I found that the only thing that makes me significantly upset in the startup is people I deal with. Working with another founder I bet would create a lot of conflicts.

This is a bit unrelated, however I once heard a quote regarding co-founders:

"Even when there are multiple founders, somebody is in charge"

Co-founders don't necessarily mean "equals." You can have co-founders that are less involved than yourself (still giving you the value of a co-founder, without requiring them to be equally as invested as yourself).

Another thing to think about is ownership of the idea- almost by definition, the person who comes up with the idea will be the most involved. If you're looking for a co-founder, it will be much easier if you don't yet have an idea, and come up with one together.

It would be nice to see a table with HN members and their startups next to them. Does anything like this exist?

There was a thread called "What are you working on?" here http://news.ycombinator.com/item?id=1032699 and someone suggested the topic come up periodically, which I thought was a great idea. Even better, I think, would be if pg would add a 'Projects' link up top and the projects of members could be listed. The list might be sorted by vote, or perhaps randomly, and refreshed daily.

This is a brilliant idea.

I took the liberty of creating a wiki page for this, figured it would be easier than clicking on users' profile pages all the time to see what they were working on. Hopefully we can get some users on there in a more organized fashion.


grab here: http://news.ycombinator.com/item?id=1032699

you could have a syntax so that once someone leaves a project, you'll go back and scan their HN profile for changes. Or else just a way for someone to leave their username and the site will go out and scan the profile page, either once or periodically as per user setting (which can even be on the HN profile page)

Yes, there are several lists. The most complete one was done in 2009 in a Google Docs spreadsheet. I have a hard time finding it again, thanks to Google not allowing you to download these docs...

If anybody can find it, please post the link here and then someone should email pg jeromec's suggestion of having a project page. At the end of the day HN is all about collaboration and inspiration so that would help a lot, I think.

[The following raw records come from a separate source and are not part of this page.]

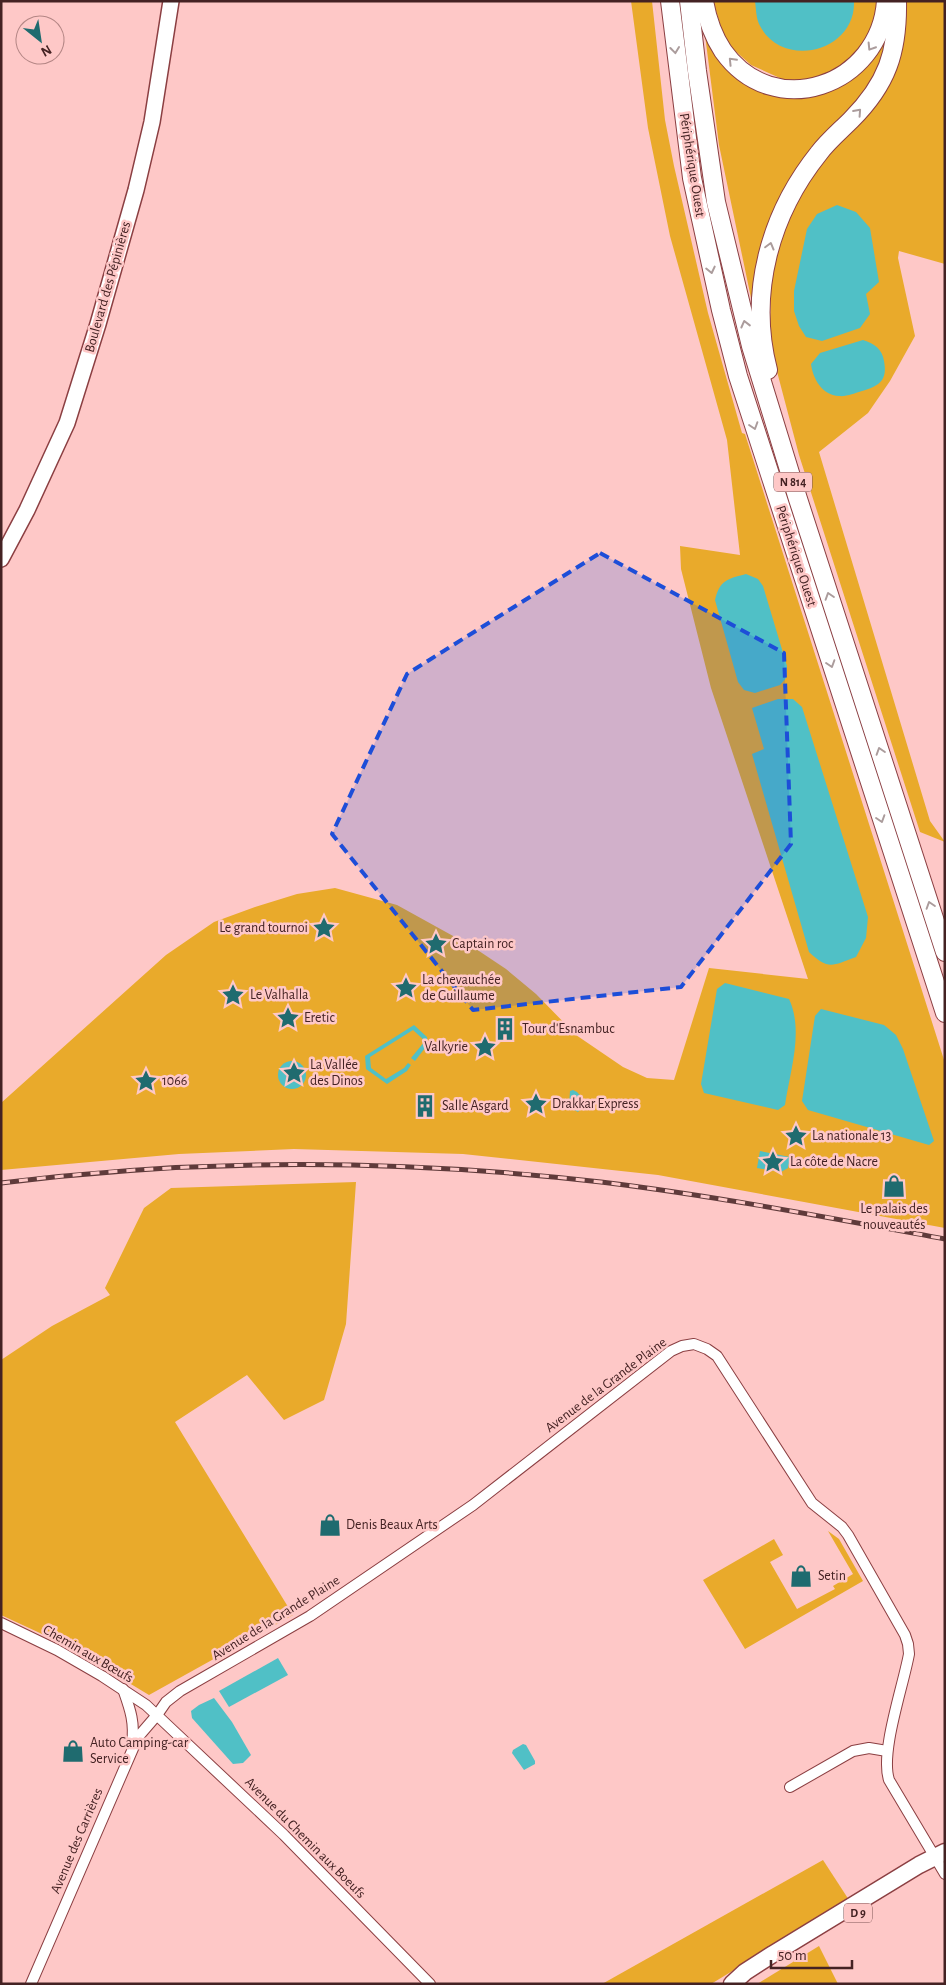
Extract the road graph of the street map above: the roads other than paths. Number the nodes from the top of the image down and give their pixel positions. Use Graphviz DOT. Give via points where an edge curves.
graph roads {
  1 [pos="170,1"];
  2 [pos="670,1"];
  3 [pos="689,1"];
  4 [pos="704,1"];
  5 [pos="886,1"];
  6 [pos="897,1"];
  7 [pos="798,499"];
  8 [pos="1,559"];
  9 [pos="945,952"];
  10 [pos="945,1013"];
  11 [pos="1,1623"];
  12 [pos="123,1689"];
  13 [pos="157,1715"];
  14 [pos="132,1750"];
  15 [pos="887,1751"];
  16 [pos="790,1787"];
  17 [pos="942,1862"];
  18 [pos="427,1983"];
  19 [pos="31,1984"];
  20 [pos="732,1984"];
  21 [pos="736,1984"];
  1 -- 8 [label="main road, Boulevard des Pépinières" via="152,122 98,324 67,423"];
  2 -- 10 [label="highway, Périphérique Ouest / N 814, one-way" via="692,178 738,376"];
  7 -- 3 [label="highway, Périphérique Ouest / N 814, one-way" via="751,346 716,202"];
  5 -- 4 [label="highway, one-way" via="879,33 860,63 837,79 795,90 761,82 732,62 715,38"];
  7 -- 6 [label="highway, one-way" via="764,348 761,297 765,263 785,204 803,172 865,105 882,81 896,39"];
  9 -- 7 [label="highway, Périphérique Ouest / N 814, one-way"];
  11 -- 12 [label="street, Chemin aux Bœufs"];
  12 -- 13 [label="street, Chemin aux Bœufs"];
  12 -- 14 [label="street" via="134,1728"];
  13 -- 14 [label="street, Avenue des Carrières" via="138,1737"];
  13 -- 15 [label="street, Avenue de la Grande Plaine" via="171,1697 310,1616 473,1505 671,1352 694,1344 717,1356 812,1503 842,1526 905,1635 909,1654"];
  13 -- 18 [label="street, Avenue du Chemin aux Boeufs" via="284,1835"];
  14 -- 19 [label="street, Avenue des Carrières"];
  15 -- 16 [label="street" via="869,1748 853,1751"];
  15 -- 17 [label="street, Avenue de la Grande Plaine" via="889,1780"];
  17 -- 20 [label="main road, D 9" via="919,1865 773,1954"];
  17 -- 21 [label="main road, D 9" via="796,1952"];
}
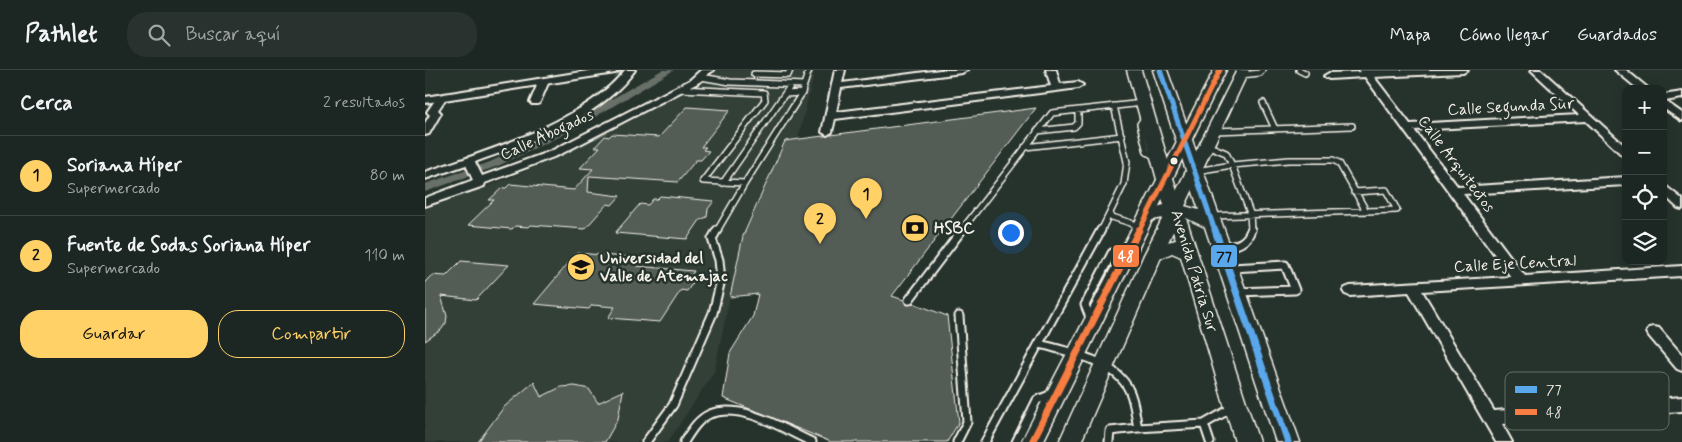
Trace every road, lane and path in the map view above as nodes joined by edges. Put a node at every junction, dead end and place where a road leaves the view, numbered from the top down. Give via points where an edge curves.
1 (568, 70) edge
2 (615, 70) edge
3 (629, 70) edge
4 (790, 70) edge
5 (809, 70) edge
6 (840, 70) edge
7 (962, 70) edge
8 (1051, 70) edge
9 (1134, 70) edge
10 (1160, 70) edge
11 (1220, 70) edge
12 (1262, 70) edge
13 (1299, 70) edge
14 (1456, 70) edge
15 (1463, 70) edge
16 (1536, 70) edge
17 (1620, 70) edge
18 (703, 72) edge
19 (756, 72) edge
20 (1365, 72) edge
21 (1242, 73) edge
22 (1305, 73) dead end
23 (1329, 76) dead end
24 (544, 81) junction
25 (730, 82) junction
26 (747, 83) junction
27 (791, 84) junction
28 (804, 85) junction
29 (1078, 85) dead end
30 (1640, 85) edge
31 (837, 86) junction
32 (1056, 88) junction
33 (680, 89) junction
34 (723, 90) junction
35 (425, 92) edge
36 (785, 94) junction
37 (801, 94) junction
38 (1682, 96) edge
39 (441, 98) junction
40 (1667, 98) edge
41 (425, 100) edge
42 (535, 102) dead end
43 (1263, 103) dead end
44 (1114, 106) junction
45 (1667, 106) edge
46 (1146, 108) junction
47 (1078, 110) junction
48 (831, 116) junction
49 (1588, 118) junction
50 (1682, 118) edge
51 (1352, 126) dead end
52 (1074, 127) junction
53 (1407, 127) junction
54 (1275, 129) junction
55 (1037, 131) junction
56 (1214, 131) junction
57 (425, 132) edge
58 (827, 132) dead end
59 (1122, 136) junction
60 (1080, 141) junction
61 (1185, 141) junction
62 (1207, 145) junction
63 (1025, 147) junction
64 (1622, 149) edge
65 (471, 164) junction
66 (1232, 165) junction
67 (1164, 170) junction
68 (1195, 172) junction
69 (425, 176) edge
70 (479, 180) junction
71 (745, 182) junction
72 (1622, 182) edge
73 (723, 183) junction
74 (1455, 191) junction
75 (1355, 192) junction
76 (1667, 192) edge
77 (425, 202) edge
78 (1682, 205) edge
79 (1174, 210) junction
80 (1366, 211) junction
81 (1252, 215) junction
82 (1109, 216) junction
83 (1145, 220) junction
84 (1212, 220) junction
85 (1222, 249) junction
86 (1153, 255) junction
87 (1190, 255) junction
88 (1229, 268) junction
89 (1682, 271) edge
90 (1521, 280) junction
91 (1413, 287) junction
92 (1350, 291) dead end
93 (1237, 292) junction
94 (909, 300) dead end
95 (959, 316) dead end
96 (1654, 332) dead end
97 (1040, 344) junction
98 (1075, 356) junction
99 (1682, 365) edge
100 (1103, 366) junction
101 (1058, 391) junction
102 (1682, 404) edge
103 (1669, 405) edge
104 (1236, 406) junction
105 (1505, 417) edge
106 (1490, 418) junction
107 (1204, 424) junction
108 (1138, 428) junction
109 (647, 442) edge
110 (684, 442) edge
111 (812, 442) edge
112 (957, 442) edge
113 (985, 442) edge
114 (1016, 442) edge
115 (1032, 442) edge
116 (1070, 442) edge
117 (1109, 442) edge
118 (1210, 442) edge
119 (1247, 442) edge
120 (1288, 442) edge
121 (1504, 442) edge

1 - 35 street
2 - 24 street
3 - 65 street via 615,88 590,106
4 - 19 lane via 788,75
5 - 28 lane
6 - 31 street
7 - 31 street
8 - 32 street
9 - 46 main road, Avenida Patria Sur
10 - 61 main road, Avenida Patria Sur
11 - 61 main road
12 - 21 lane via 1260,73
13 - 22 lane
14 - 15 street
14 - 20 street
16 - 49 street
17 - 30 street
18 - 25 lane
18 - 33 street, Calle Abogados
19 - 26 lane
20 - 23 street
20 - 53 street, Calle Arquitectos
21 - 56 main road
24 - 39 street
24 - 42 street
25 - 26 lane
25 - 34 lane
26 - 27 lane
27 - 28 lane
27 - 36 lane
28 - 37 lane
29 - 32 street
31 - 48 street
32 - 48 street
33 - 34 lane
33 - 70 street, Calle Abogados via 555,153
34 - 73 lane via 764,93 765,100 703,181
36 - 37 lane
36 - 73 lane
37 - 71 lane
38 - 40 street
39 - 41 street
39 - 57 street
43 - 54 lane
44 - 46 lane
44 - 47 lane
44 - 59 lane
45 - 50 street
46 - 67 main road, Avenida Patria Sur
47 - 52 lane via 1078,123
47 - 55 lane via 1052,113
48 - 58 street
49 - 53 street, Calle Segunda Sur
49 - 64 street
51 - 54 lane
52 - 55 lane
52 - 60 lane
53 - 74 street, Calle Arquitectos
54 - 56 lane
55 - 63 lane
56 - 62 main road
59 - 60 lane
59 - 82 lane via 1127,162 1124,184
60 - 63 lane
61 - 67 main road
61 - 68 main road, Avenida Patria Sur
62 - 66 lane via 1226,152
62 - 68 main road
63 - 94 lane
65 - 69 street
65 - 70 street
66 - 68 lane
66 - 75 lane via 1333,160 1339,163
66 - 81 lane
67 - 79 main road, Avenida Patria Sur
67 - 83 main road
68 - 79 main road
68 - 84 main road, Avenida Patria Sur
70 - 77 street, Calle Abogados
71 - 73 lane
71 - 109 lane via 712,239 721,280 713,312 673,405
72 - 74 street
74 - 90 street, Calle Arquitectos
75 - 80 lane
75 - 80 lane via 1386,190 1397,210
76 - 78 street
79 - 83 main road
79 - 84 main road
79 - 86 main road
79 - 87 main road, Avenida Patria Sur
80 - 81 lane
81 - 84 lane
81 - 85 lane via 1250,237 1243,243
82 - 83 lane
82 - 97 lane
83 - 98 main road
84 - 85 main road, Avenida Patria Sur
85 - 88 main road, Avenida Patria Sur
86 - 87 main road via 1173,246
86 - 100 main road
87 - 104 main road, Avenida Patria Sur
88 - 93 main road, Avenida Patria Sur
88 - 93 lane via 1285,265 1295,290
89 - 90 street, Calle Eje Central
90 - 91 street, Calle Eje Central
91 - 92 street, Calle Eje Central
91 - 106 street
93 - 120 main road, Avenida Patria Sur
95 - 112 lane via 967,422
96 - 99 street
97 - 98 lane
97 - 113 lane
98 - 100 lane
98 - 101 main road
100 - 108 lane via 1128,386
100 - 116 main road
101 - 114 lane via 1037,400
101 - 115 main road
102 - 103 street
104 - 107 lane
104 - 119 main road, Avenida Patria Sur
105 - 106 street
106 - 121 street
107 - 108 lane
107 - 118 lane
108 - 117 lane via 1111,431
110 - 111 lane via 700,420 709,413 725,410 742,413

I'm now a single founder (again). I also was a single founder with the first three startups I did. I keep trying out cofounders, but they all seem to lack perseverance. Most also have difficulty understanding the tech. I would welcome a business cofounder any day. Email me if you are interested.

I'm a single founder. Thinking about crossing over to the dark side, but it's not such a bad life. You keep more control of the company, but things move slower as a result.

Why not just wait until you can employ someone? :)

Please, would experienced someones address this question?

For example, the essential difference between a co-founder and employee #1, and why you might want the one to perform some set of duties rather than the other.

I think money has a lot to do with it. Founders work only for equity until the company has traction. Employees expect to be paid.

Yeah, that occurred to me as I pressed Send.

But assuming you can afford employee #1 (making cost somewhat moot), why otherwise might you decide to go in either direction?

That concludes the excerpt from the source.